[Stored data]

:::::

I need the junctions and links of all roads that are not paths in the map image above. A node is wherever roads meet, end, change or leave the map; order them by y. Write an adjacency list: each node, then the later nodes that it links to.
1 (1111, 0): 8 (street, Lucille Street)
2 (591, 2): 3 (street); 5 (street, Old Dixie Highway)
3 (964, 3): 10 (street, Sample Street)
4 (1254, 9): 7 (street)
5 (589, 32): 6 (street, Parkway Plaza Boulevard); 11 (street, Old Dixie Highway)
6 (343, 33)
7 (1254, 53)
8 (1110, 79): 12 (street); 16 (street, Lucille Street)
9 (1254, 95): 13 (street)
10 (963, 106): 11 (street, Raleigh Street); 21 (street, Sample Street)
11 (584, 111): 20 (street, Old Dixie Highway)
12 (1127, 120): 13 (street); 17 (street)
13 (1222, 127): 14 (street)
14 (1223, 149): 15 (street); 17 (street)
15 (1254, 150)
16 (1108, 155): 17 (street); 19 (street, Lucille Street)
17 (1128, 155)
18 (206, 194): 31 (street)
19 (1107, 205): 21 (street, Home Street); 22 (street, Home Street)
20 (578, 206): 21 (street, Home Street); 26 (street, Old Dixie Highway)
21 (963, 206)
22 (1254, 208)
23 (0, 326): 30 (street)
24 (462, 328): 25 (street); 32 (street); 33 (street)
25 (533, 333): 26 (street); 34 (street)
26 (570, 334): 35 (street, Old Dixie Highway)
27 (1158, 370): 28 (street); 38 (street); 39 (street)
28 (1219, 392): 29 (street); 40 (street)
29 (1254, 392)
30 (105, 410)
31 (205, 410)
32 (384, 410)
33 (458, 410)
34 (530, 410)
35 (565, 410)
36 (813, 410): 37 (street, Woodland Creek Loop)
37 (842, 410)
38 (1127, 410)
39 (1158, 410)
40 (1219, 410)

:::::

→ ASSIGNMENT
Reproduce the data in full, exactly as presented.

→ YOUR RESPONSE
I need the junctions and links of all roads that are not paths in the map image above. A node is wherever roads meet, end, change or leave the map; order them by y. Write an adjacency list: each node, then the later nodes that it links to.
1 (1111, 0): 8 (street, Lucille Street)
2 (591, 2): 3 (street); 5 (street, Old Dixie Highway)
3 (964, 3): 10 (street, Sample Street)
4 (1254, 9): 7 (street)
5 (589, 32): 6 (street, Parkway Plaza Boulevard); 11 (street, Old Dixie Highway)
6 (343, 33)
7 (1254, 53)
8 (1110, 79): 12 (street); 16 (street, Lucille Street)
9 (1254, 95): 13 (street)
10 (963, 106): 11 (street, Raleigh Street); 21 (street, Sample Street)
11 (584, 111): 20 (street, Old Dixie Highway)
12 (1127, 120): 13 (street); 17 (street)
13 (1222, 127): 14 (street)
14 (1223, 149): 15 (street); 17 (street)
15 (1254, 150)
16 (1108, 155): 17 (street); 19 (street, Lucille Street)
17 (1128, 155)
18 (206, 194): 31 (street)
19 (1107, 205): 21 (street, Home Street); 22 (street, Home Street)
20 (578, 206): 21 (street, Home Street); 26 (street, Old Dixie Highway)
21 (963, 206)
22 (1254, 208)
23 (0, 326): 30 (street)
24 (462, 328): 25 (street); 32 (street); 33 (street)
25 (533, 333): 26 (street); 34 (street)
26 (570, 334): 35 (street, Old Dixie Highway)
27 (1158, 370): 28 (street); 38 (street); 39 (street)
28 (1219, 392): 29 (street); 40 (street)
29 (1254, 392)
30 (105, 410)
31 (205, 410)
32 (384, 410)
33 (458, 410)
34 (530, 410)
35 (565, 410)
36 (813, 410): 37 (street, Woodland Creek Loop)
37 (842, 410)
38 (1127, 410)
39 (1158, 410)
40 (1219, 410)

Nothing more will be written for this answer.